Graphical representation of the relative hip strength of males and females.
Table 1.
Regression-Equation Values for Relative Hip-Abduction Torque (Nm/kg) in Males and Females in Both the Dominant and Nondominant Legs
Dominant Leg
|
Nondominant Leg
|
||||
---|---|---|---|---|---|
Age, y | Males | Females | Age, y | Males | Females |
11 | 1.1928 | 1.1481 | 11 | 1.1495 | 1.1379 |
12 | 1.2959 | 1.1806 | 12 | 1.2671 | 1.1749 |
13 | 1.3990 | 1.2130 | 13 | 1.3847 | 1.2119 |
14 | 1.5021 | 1.2455 | 14 | 1.5023 | 1.2489 |
15 | 1.6052 | 1.2779 | 15 | 1.6199 | 1.2859 |
16 | 1.7083 | 1.3103 | 16 | 1.7375 | 1.3229 |
17 | 1.8114 | 1.3428 | 17 | 1.8551 | 1.3599 |
18 | 1.9145 | 1.3752 | 18 | 1.9727 | 1.3969 |
Discussion
The purpose of this study was to evaluate the effects of gender and age on hip-abduction strength as assessed in a functional standing position. Recent investigations that have indicated that there may be a potential association of hip-abduction measures to dynamic valgus alignments that increase ACL injury risk and underline the importance of hip-abduction strength.6,8,9,11 Associations of strength deficits to mechanism of ACL injury have typically focused on quadriceps and hamstrings strength, although the association of hip strength to ACL injury risk has not been extensively studied.19 Studies specifically evaluating hip-abduction strength have not reported age differences for adolescents in either healthy or patient populations.16,20–22 However, those studies have historically employed isometric measurements with handheld dynamometers or isokinetic measures in the side-lying position.

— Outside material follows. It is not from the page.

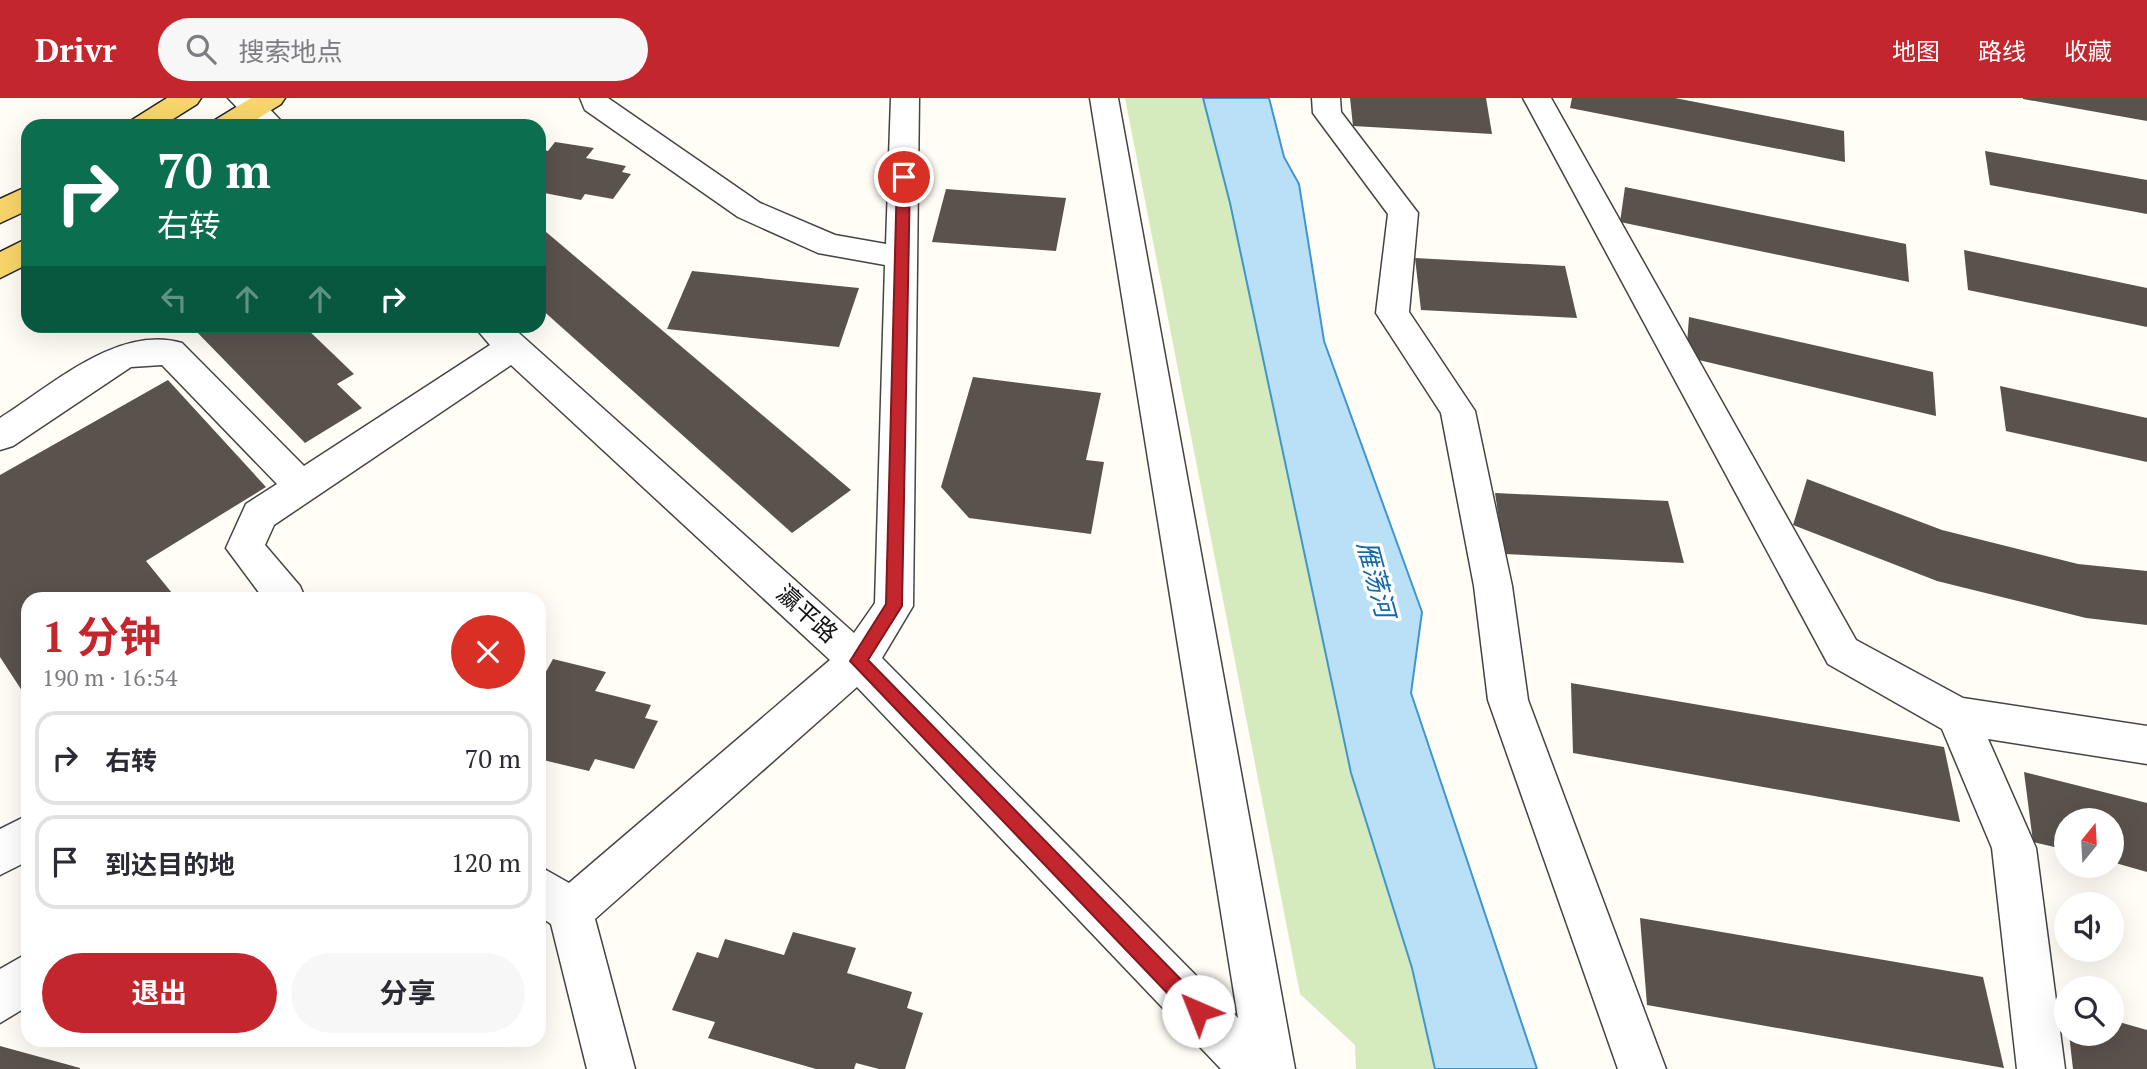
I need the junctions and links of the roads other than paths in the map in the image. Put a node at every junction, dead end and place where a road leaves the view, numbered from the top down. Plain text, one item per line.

The findings of this study support the first hypothesis and demonstrate that females create lower peak hip-abduction torques relative to their body mass than males. Previous studies of strength and power deficits in female athletes also implicated these measures as potential risk factors for ACL injury.23,24,31 Several authors suggested that by improving hip strength and core stability, lower extremity alignment could be improved, such that ACL injury risk would be reduced.9,11,13 The measured deficits in hip strength could potentially contribute to the increased ACL injury risk in female athletes relative to their male counterparts.
The second hypothesis, that males would show increased relative hip-abduction torque with age, while females would not, was partially supported. As males aged, they demonstrated increased isokinetic hip-abduction torque. However, while females did show an increase, it was not of the same magnitude as that of males. The absence of a similar increase in relative hip-abduction torque in females has not previously been reported in the literature, although other measures of lower extremity strength have shown evidence of this lack of neuromuscular spurt with maturation.25
Previous studies reported that females may have certain neuromuscular imbalances in their lower extremities, such as quadriceps dominance, ligament dominance, or side-to-side dominance.3,32,33 This may lead to their inability to prevent their knee joints from collapsing into a dynamic valgus position.4,25,34 Strength and conditioning coaches may prescribe hip-abductor-strengthening exercises to aid in the reduction of this frontal-plane instability of the knee.9,13 This study indicates the need for further exploration of the relationship between hip abductors and their role in controlling the varus–valgus movement of the knee.11 This is especially important when related to the relationship between increased dynamic valgus and ACL injury risk.6
Future research is warranted to investigate the potential relationship between kinematic variables of dynamic lower extremity valgus and isokinetic measures of torque for both hip-abduction musculature and quadriceps and hamstring strength, to determine if strength in the hip and knee region correlates to the ability to control harmful movement in both the sagittal and coronal planes. A longitudinal study, following the subjects as they matured, would help further clarify how the peak torques related to age. In addition, an EMG study could be helpful in comparing strength versus recruitment. In addition, outcome studies that investigate the effectiveness of a training regimen with specialized exercises focused on hip-abduction strength as a means of improving coronal-plane hip strength and, in turn, lower extremity alignment deficits should be conducted. These studies could ultimately demonstrate a decreased risk of lower extremity injury.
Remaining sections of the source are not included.